SAP also patched 15 vulnerabilities, four of them critical, affecting NetWeaver and Commerce Cloud. NetWeaver in particular has been a persistent target for nation-state actors this year, and SAP environments tend to sit at the heart of enterprise finance and supply chain operations.
Adobe rounded out patch day with fixes for 123 vulnerabilities across its portfolio, nearly half of them in Experience Manager — Adobe's enterprise web content platform. Arbitrary code execution bugs in a platform that sits on public-facing web infrastructure deserve immediate attention.
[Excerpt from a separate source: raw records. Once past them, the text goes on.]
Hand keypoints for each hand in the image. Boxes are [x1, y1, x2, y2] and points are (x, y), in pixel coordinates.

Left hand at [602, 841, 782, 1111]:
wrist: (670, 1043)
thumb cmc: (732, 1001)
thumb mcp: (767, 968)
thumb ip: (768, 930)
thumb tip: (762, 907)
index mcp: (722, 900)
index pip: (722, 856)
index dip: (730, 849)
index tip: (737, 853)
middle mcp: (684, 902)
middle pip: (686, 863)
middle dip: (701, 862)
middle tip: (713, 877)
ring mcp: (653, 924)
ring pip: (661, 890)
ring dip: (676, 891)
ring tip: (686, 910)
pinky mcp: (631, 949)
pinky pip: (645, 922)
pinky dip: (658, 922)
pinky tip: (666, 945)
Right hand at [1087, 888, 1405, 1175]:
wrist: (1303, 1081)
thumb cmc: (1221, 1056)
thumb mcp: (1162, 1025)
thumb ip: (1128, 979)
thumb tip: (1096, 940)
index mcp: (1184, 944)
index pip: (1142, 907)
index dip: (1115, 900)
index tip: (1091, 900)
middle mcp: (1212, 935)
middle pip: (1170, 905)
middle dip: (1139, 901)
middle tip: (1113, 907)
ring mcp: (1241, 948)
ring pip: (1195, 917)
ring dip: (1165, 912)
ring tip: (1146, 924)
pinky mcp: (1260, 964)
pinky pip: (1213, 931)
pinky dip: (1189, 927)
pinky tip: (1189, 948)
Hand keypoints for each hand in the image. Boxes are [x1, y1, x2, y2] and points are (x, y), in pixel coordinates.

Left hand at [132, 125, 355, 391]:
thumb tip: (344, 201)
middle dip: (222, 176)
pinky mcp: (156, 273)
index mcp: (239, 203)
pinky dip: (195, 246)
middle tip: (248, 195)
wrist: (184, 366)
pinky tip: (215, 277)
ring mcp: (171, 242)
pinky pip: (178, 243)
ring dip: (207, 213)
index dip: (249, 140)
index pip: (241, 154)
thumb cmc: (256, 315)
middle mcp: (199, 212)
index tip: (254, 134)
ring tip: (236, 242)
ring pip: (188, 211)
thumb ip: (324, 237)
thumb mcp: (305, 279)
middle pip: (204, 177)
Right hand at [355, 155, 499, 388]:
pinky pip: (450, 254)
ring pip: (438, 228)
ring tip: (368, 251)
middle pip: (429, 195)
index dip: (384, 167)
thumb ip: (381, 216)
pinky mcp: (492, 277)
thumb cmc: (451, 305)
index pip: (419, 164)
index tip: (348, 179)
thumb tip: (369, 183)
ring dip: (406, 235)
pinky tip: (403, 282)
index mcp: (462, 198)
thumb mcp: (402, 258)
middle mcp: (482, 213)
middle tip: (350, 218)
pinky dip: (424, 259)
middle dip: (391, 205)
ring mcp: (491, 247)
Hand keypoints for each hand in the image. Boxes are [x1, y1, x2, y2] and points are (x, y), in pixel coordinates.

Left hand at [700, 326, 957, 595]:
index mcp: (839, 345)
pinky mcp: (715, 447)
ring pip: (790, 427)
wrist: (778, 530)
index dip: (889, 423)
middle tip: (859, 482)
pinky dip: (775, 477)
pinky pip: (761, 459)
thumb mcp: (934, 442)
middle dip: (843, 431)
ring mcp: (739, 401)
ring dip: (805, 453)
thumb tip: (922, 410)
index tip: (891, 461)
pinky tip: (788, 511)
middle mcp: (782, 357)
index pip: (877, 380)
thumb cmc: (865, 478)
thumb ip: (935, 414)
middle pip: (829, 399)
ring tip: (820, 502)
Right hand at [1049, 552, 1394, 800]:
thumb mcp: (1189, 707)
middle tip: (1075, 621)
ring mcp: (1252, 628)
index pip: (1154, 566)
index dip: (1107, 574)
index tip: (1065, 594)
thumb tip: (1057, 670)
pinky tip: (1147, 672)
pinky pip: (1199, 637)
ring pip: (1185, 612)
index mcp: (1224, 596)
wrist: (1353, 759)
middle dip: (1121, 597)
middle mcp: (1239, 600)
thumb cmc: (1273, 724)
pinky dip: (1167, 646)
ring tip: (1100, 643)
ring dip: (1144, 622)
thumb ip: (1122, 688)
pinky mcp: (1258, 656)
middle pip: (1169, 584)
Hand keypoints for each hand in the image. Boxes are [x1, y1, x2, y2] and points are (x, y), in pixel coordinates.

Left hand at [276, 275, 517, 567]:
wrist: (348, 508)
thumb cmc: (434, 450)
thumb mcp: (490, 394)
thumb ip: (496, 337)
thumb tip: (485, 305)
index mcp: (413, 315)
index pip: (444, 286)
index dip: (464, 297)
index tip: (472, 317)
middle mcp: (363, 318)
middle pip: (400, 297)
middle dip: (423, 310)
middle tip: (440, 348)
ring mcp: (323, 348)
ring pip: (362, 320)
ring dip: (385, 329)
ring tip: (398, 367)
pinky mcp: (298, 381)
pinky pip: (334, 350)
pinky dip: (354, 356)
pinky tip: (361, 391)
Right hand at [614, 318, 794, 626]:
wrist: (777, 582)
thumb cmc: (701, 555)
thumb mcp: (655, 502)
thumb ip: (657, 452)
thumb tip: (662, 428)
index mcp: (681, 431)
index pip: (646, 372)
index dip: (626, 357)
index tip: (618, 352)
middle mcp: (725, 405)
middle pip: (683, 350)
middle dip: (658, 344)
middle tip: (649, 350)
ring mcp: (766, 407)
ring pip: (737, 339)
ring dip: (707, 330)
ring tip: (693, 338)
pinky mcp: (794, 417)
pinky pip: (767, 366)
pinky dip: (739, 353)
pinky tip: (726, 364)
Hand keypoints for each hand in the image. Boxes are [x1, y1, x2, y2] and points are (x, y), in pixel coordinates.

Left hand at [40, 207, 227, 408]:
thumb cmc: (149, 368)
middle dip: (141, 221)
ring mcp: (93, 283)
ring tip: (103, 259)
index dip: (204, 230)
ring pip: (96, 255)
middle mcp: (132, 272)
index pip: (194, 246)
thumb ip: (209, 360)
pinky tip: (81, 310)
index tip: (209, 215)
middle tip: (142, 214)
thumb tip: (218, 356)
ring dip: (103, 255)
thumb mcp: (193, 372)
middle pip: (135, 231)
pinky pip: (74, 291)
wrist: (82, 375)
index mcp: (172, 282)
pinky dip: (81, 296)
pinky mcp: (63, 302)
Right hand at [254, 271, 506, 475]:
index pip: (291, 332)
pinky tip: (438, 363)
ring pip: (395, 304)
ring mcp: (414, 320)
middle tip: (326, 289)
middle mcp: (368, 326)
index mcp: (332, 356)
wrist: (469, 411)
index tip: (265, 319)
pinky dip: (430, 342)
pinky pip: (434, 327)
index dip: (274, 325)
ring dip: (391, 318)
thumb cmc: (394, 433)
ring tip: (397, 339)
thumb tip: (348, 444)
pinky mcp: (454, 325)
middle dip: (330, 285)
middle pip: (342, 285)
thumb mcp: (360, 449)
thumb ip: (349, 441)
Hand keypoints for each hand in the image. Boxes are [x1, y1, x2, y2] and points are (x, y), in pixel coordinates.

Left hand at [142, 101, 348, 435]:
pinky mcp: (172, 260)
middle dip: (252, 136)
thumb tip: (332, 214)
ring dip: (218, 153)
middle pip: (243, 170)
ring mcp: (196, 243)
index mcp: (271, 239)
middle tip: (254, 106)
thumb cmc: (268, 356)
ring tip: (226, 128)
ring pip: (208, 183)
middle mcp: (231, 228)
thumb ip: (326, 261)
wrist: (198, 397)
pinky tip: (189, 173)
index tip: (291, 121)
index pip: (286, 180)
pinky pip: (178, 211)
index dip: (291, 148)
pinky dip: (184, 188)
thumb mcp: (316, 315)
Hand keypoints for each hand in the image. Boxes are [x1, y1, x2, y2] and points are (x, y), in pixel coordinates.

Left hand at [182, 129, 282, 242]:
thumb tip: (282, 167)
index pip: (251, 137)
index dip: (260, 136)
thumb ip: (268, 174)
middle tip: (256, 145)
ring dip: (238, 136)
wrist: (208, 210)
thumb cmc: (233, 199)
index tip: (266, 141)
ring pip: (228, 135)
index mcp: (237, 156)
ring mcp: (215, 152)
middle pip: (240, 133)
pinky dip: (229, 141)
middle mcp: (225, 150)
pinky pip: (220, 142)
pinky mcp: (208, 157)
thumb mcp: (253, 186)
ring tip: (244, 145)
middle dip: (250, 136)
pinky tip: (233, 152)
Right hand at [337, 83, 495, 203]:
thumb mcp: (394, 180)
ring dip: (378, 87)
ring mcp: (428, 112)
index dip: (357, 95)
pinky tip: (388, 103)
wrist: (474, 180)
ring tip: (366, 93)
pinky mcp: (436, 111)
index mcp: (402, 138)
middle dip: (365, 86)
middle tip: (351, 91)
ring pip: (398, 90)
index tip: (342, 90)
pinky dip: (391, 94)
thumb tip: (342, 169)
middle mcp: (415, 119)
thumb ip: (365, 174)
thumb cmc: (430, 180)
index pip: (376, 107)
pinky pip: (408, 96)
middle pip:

The volume here is genuinely worrying in aggregate. CyberScoop noted fears about a "roaring flood of error-riddled software" materialising — and this patch cycle looks like evidence of that. The same AI-assisted vulnerability discovery tools that help defenders find bugs faster are also accelerating the pace at which offensive researchers and threat actors locate them. The patch window — the time between a fix being available and attackers weaponising the vulnerability — is shrinking.
What to do: Prioritise the Chrome update (browser restart, now), Veeam Backup & Replication (patch before the weekend), and the three Microsoft zero-days. SAP NetWeaver follows closely. If your organisation uses Check Point VPN products, CISA has given US federal agencies just 72 hours to patch a separate authentication bypass being actively used by Qilin ransomware affiliates — treat that timeline as a reasonable benchmark regardless of jurisdiction.